PHOTOS: CAROLINE TOMPKINS/NYTIMES
NEW YORK – Olivia Rodrigo was the first breakthrough pop star of this decade, a one-time Disney Channel star who set a fresh template for specific, confessional songwriting on a mass scale.
On billion-stream smashes like Drivers License (2021) and Good 4 U (2021), the American singer-actress, now 23, built a career on the back of two complementary musical impulses: exasperated power balladry and exasperated pop-punk.
On her first two albums, Sour (2021) and Guts (2023), her songs had targets; the fury she channelled nailed a frequency that activated a legion of young female fans.
Now on the other side of what she calls her first “big-girl relationship”, her third album, You Seem Pretty Sad For A Girl So In Love, out on June 12, takes a step back and then zooms in.
Across 13 songs, she assesses an ultimately doomed relationship from beginning to break-up in real-time detail: the raw thrill of a new connection (Drop Dead, which debuted at No. 1), the abandon of falling hard (Stupid Song, U + Me = <3), the unexplained itches (Maggots For Brains, My Way), the stomach-churning realisations (Begged), and the acceptance of the end (Cigarette Smoke).
Initially, she had hoped to write about newfound contentment in a way that was not dull. “That was a daunting task for me,” she told Popcast, The New York Times’ pop culture show, in her first in-depth interview about the album. As “someone who was very known for writing break-up songs and being angry and sad”, she said, “I wanted to prove to myself that I didn’t have to be miserable to write a song that I liked.”
About halfway through the album-writing process, her personal story took a turn. Working for a third straight LP with Dan Nigro, a producer and songwriting collaborator, she went back to tinker and tell a more true story.
“After writing break-up songs,” she said, “we had the fun challenge of going back and actually tweaking some of the love songs on the record and making them a little more honest and more sad and creepy.”
Rodrigo cited both the 1991 book Simple Passion by Nobel Prize-winning author Annie Ernaux and romance comedy-drama series Sex And The City (1998 to 2004) – specifically the relationship between couple Miranda and Steve (played by Cynthia Nixon and David Eigenberg respectively) – as touchstones.
“I was really inspired by just all of the ways in which love makes you insane and miserable,” said Rodrigo, who began dating 22-year-old English actor Louis Partridge (the Enola Holmes films, 2020 to present; Disclaimer, 2024) in 2023.
To match the feeling, she opted for a 1980s new-wave palette that has a more vibrant and complicated range than the hard-charging rock she has relied on until now.
She also discussed the many ways in which her creative process intersects with the extracurricular noise of pop superstardom, whether it is managing relationship drama or accusations of pilfering songwriting gestures from her one-time idol Taylor Swift, which allegedly forced Rodrigo to retroactively give the American superstar a co-writing credit on Deja Vu (2021).
These are edited excerpts from the conversation.

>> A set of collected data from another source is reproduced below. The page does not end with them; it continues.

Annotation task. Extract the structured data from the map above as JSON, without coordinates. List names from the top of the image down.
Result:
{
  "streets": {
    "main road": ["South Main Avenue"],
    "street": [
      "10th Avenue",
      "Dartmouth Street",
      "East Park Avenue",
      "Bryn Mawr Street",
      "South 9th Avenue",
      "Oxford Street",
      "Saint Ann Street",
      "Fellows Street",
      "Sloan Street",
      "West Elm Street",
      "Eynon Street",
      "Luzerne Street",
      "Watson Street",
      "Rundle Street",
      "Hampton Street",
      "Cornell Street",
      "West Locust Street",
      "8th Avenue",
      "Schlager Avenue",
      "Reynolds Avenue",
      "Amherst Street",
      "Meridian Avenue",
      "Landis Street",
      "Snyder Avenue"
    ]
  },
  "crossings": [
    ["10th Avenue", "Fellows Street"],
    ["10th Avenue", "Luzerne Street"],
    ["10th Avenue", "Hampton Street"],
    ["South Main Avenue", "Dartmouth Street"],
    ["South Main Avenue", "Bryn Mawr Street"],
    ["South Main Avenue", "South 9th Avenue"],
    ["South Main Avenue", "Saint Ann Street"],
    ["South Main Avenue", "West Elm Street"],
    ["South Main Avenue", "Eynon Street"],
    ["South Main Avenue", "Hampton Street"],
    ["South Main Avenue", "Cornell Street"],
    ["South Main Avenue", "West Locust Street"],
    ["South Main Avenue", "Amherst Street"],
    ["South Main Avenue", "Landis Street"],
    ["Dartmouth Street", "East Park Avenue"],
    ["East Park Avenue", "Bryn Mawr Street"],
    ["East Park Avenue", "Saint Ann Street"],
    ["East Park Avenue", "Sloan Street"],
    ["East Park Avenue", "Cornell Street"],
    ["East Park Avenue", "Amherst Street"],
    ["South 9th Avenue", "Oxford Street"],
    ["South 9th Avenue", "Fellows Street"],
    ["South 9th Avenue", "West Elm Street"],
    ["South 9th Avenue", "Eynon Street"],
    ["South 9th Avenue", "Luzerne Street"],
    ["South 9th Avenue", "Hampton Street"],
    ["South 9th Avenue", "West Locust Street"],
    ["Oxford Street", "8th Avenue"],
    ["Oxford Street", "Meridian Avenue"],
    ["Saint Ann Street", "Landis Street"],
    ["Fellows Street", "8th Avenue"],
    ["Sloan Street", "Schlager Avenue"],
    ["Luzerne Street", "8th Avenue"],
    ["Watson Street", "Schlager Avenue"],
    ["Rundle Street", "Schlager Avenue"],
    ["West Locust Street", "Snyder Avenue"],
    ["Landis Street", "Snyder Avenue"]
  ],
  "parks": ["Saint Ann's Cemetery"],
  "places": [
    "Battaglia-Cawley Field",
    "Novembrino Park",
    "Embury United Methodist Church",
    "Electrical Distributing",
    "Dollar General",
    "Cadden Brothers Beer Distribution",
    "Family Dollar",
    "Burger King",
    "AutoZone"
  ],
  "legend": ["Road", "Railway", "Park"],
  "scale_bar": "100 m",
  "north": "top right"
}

Pop star Olivia Rodrigo at the Vanity Fair Oscars party in Beverly Hills, California, in March.
PHOTO: REUTERS
This album strikes us as a chronological, structured mini-narrative. Are you writing those things in real time as the experiences are happening? Is that how you apply creativity to a lived experience?
For the most part, it is chronological and in the order in which it happened in my life, and it’s the first time that’s happened. I write songs to process my feelings, so every day when I come and I sit at the piano or I go to the studio, it’s like: ‘What is burning in me to say right now?’
There are certain moments on this album that are really living in the 1982-to-1985 world. You’re getting The Cure, maybe a little Talking Heads and Devo. What does that sound and style signal to you that the pop-punk that you’ve been playing with previously doesn’t?
There was something about the restraint of it that felt nice. I was just really obsessed with that type of music while I was making it. I did (music festival) Glastonbury with (The Cure singer) Robert Smith, which was insane. And I’d always been a fan of The Cure, but since meeting him and getting to hang out with him, I went back and listened to all those new-wave bands. I was living in England at the time, so obviously I got a lot of English band inspo. For me, in songwriting, the sentiment always comes first. And so I knew that I wanted to write songs about how it felt to be in love. And love feels like that to me: that vibe, the emotional quality of it.
How do you look back on Guts? It felt like you wanted to make a capital-A album with a beginning, middle and end. And we wonder if any of that came from either how Guts went or didn’t go for you.
Sour, that was crazy. At the time, I didn’t realise how crazy it was. And I was 17 when it all happened. So I have a lot of compassion for myself. That was so much pressure. I think putting out (Guts), I felt a little like, ‘Oh God, I’m never going to make anything as big and as good as Sour and blah blah blah’. But looking back, I am so proud of so many of those songs. I think All-American B**** is my favourite song I’ve ever written. Bad Idea, I remember thinking at the time, ‘Oh, it’s too weird’. And I love that song so much now. Just having a little space totally changes your perspective on it. I’m really proud of both of those records. I don’t think I’ll ever regret writing honestly about where I am in my life.
What is the most difficult thing that’s happened to you that your career prevented you from dealing with properly?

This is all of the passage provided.